**TASK DETAILS**
Go to the line below containing "position:absolute; left:0px; top:1715px;" and print exactly from there through the line containing "display:grid; place-items:center; width:90px;", both included. Print nothing else.

(Beginning of EXERCISE INPUT)

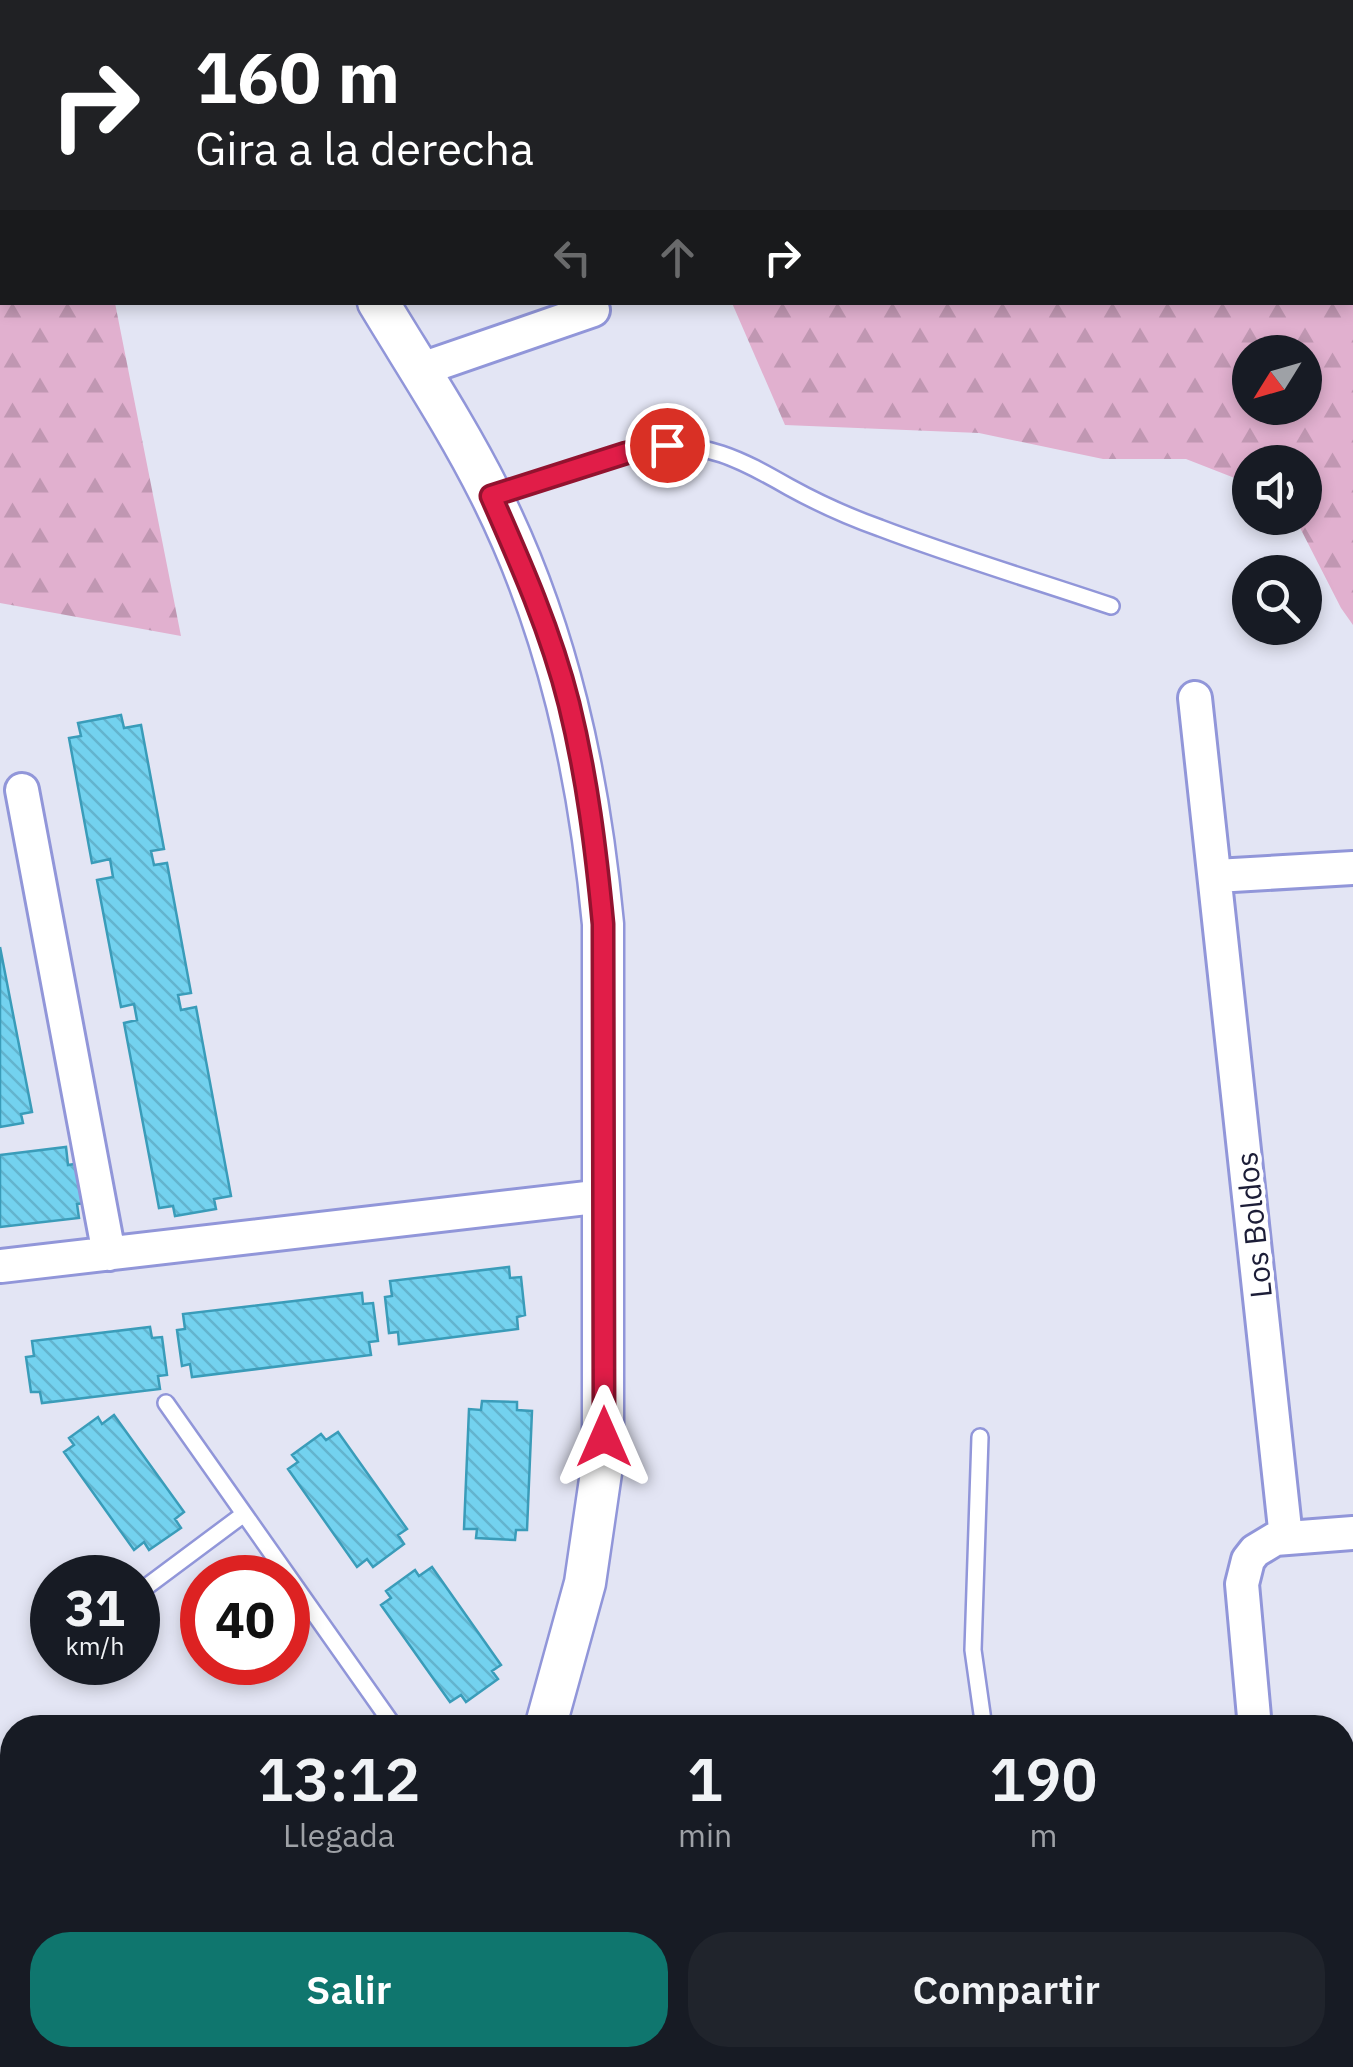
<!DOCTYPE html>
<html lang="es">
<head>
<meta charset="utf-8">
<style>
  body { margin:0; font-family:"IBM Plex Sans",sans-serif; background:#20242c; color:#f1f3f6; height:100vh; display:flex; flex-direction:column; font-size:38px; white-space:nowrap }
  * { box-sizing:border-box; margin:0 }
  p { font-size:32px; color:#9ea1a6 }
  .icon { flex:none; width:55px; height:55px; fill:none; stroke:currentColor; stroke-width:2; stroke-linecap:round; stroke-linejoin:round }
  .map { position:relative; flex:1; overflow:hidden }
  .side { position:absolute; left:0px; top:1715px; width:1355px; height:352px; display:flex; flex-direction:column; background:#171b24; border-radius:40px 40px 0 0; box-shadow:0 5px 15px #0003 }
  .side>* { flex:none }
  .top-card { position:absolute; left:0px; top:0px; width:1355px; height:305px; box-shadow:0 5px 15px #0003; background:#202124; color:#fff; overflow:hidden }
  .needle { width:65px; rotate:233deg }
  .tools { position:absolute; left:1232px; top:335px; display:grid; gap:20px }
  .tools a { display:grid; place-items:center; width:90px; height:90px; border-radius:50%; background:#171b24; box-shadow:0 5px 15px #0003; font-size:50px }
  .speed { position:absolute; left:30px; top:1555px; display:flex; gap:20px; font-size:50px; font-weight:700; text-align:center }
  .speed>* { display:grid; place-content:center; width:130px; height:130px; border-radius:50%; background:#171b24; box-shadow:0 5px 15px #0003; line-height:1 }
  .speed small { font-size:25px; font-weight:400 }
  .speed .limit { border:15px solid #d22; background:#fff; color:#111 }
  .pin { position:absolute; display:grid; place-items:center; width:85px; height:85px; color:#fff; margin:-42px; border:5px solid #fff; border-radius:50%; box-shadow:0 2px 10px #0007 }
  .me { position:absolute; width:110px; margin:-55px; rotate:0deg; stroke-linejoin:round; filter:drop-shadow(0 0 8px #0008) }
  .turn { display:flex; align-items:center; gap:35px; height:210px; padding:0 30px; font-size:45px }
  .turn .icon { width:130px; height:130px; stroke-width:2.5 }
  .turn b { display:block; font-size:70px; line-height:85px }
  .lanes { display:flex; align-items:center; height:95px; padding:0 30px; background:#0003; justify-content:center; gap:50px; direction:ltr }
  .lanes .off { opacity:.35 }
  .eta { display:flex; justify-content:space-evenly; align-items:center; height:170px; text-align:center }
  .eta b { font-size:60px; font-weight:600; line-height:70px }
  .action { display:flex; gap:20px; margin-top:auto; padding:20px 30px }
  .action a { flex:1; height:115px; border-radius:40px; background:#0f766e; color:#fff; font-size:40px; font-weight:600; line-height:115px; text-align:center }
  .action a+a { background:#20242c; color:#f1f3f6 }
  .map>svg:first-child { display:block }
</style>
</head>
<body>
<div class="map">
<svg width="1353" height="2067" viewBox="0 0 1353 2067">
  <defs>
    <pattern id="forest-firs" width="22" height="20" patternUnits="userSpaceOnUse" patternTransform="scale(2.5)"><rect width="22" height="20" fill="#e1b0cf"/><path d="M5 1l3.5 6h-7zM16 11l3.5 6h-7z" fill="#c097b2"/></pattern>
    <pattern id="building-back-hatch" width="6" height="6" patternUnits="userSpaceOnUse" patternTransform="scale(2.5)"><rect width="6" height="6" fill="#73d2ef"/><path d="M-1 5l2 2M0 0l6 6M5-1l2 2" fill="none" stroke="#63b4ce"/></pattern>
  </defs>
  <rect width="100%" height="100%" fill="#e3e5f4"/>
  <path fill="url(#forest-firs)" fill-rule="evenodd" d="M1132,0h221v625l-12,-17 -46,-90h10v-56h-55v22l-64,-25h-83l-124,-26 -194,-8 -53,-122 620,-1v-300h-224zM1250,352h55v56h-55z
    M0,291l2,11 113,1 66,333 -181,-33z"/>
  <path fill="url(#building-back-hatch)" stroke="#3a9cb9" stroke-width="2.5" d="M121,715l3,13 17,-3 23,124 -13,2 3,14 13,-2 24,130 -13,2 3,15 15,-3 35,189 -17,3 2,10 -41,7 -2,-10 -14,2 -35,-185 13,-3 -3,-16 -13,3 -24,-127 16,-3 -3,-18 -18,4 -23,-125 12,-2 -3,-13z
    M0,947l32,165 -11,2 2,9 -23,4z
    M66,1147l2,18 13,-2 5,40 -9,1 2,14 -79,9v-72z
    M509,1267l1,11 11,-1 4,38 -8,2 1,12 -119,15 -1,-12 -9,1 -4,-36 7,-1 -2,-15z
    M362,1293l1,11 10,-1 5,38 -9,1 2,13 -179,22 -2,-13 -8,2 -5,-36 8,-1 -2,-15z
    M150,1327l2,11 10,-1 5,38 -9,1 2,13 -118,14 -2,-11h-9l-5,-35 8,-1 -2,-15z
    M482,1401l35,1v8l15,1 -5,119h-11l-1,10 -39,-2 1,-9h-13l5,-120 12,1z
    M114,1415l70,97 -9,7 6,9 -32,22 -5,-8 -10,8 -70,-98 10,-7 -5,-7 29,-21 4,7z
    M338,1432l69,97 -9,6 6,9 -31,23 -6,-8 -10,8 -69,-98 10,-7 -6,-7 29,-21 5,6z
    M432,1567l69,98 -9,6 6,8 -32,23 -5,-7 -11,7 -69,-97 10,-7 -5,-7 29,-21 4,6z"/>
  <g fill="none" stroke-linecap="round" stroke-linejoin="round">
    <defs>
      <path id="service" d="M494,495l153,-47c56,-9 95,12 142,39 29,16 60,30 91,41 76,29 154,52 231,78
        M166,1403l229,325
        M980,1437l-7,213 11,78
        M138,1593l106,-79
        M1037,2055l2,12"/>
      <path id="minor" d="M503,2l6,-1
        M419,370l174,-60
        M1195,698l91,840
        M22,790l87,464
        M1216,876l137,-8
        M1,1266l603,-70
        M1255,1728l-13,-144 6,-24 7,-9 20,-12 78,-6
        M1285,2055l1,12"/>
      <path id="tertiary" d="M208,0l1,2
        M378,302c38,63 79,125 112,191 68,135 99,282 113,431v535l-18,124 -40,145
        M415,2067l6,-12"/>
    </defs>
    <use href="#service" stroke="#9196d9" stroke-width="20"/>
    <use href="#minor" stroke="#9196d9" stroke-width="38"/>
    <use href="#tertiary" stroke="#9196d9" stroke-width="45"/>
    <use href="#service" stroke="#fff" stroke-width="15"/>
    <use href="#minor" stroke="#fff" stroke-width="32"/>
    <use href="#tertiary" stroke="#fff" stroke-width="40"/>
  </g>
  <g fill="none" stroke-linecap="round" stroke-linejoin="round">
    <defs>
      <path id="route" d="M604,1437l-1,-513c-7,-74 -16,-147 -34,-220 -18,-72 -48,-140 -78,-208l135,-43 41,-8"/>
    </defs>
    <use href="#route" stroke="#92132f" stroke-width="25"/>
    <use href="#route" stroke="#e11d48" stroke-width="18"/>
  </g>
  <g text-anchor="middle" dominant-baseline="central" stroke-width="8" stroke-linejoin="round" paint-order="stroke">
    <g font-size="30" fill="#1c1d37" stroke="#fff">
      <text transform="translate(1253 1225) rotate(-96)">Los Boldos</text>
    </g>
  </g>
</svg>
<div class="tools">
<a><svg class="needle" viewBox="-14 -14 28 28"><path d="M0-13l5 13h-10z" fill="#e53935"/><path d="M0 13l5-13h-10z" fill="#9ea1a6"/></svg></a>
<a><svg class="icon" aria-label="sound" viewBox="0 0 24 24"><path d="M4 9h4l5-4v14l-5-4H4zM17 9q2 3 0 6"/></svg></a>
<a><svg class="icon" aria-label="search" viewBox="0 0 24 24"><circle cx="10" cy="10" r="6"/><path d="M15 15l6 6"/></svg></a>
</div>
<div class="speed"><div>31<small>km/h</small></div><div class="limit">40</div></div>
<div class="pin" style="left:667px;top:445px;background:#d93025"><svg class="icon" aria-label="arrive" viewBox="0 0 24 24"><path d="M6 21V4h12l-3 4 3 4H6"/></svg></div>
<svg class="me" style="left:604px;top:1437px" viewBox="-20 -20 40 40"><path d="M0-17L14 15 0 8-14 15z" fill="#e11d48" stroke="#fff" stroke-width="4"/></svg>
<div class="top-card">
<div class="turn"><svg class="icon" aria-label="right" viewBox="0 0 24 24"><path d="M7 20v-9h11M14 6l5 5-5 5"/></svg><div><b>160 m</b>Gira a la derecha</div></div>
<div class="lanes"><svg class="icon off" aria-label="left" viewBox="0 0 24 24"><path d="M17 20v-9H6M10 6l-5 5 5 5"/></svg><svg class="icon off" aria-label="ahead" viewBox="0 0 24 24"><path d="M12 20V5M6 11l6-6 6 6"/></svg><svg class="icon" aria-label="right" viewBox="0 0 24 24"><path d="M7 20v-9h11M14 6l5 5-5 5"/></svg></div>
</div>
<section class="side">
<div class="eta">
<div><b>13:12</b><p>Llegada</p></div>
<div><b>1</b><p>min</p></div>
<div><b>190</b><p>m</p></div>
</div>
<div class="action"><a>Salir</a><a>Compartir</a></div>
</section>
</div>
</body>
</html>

(End of EXERCISE INPUT)

**SOLUTION TO THIS PROBLEM**
  .side { position:absolute; left:0px; top:1715px; width:1355px; height:352px; display:flex; flex-direction:column; background:#171b24; border-radius:40px 40px 0 0; box-shadow:0 5px 15px #0003 }
  .side>* { flex:none }
  .top-card { position:absolute; left:0px; top:0px; width:1355px; height:305px; box-shadow:0 5px 15px #0003; background:#202124; color:#fff; overflow:hidden }
  .needle { width:65px; rotate:233deg }
  .tools { position:absolute; left:1232px; top:335px; display:grid; gap:20px }
  .tools a { display:grid; place-items:center; width:90px; height:90px; border-radius:50%; background:#171b24; box-shadow:0 5px 15px #0003; font-size:50px }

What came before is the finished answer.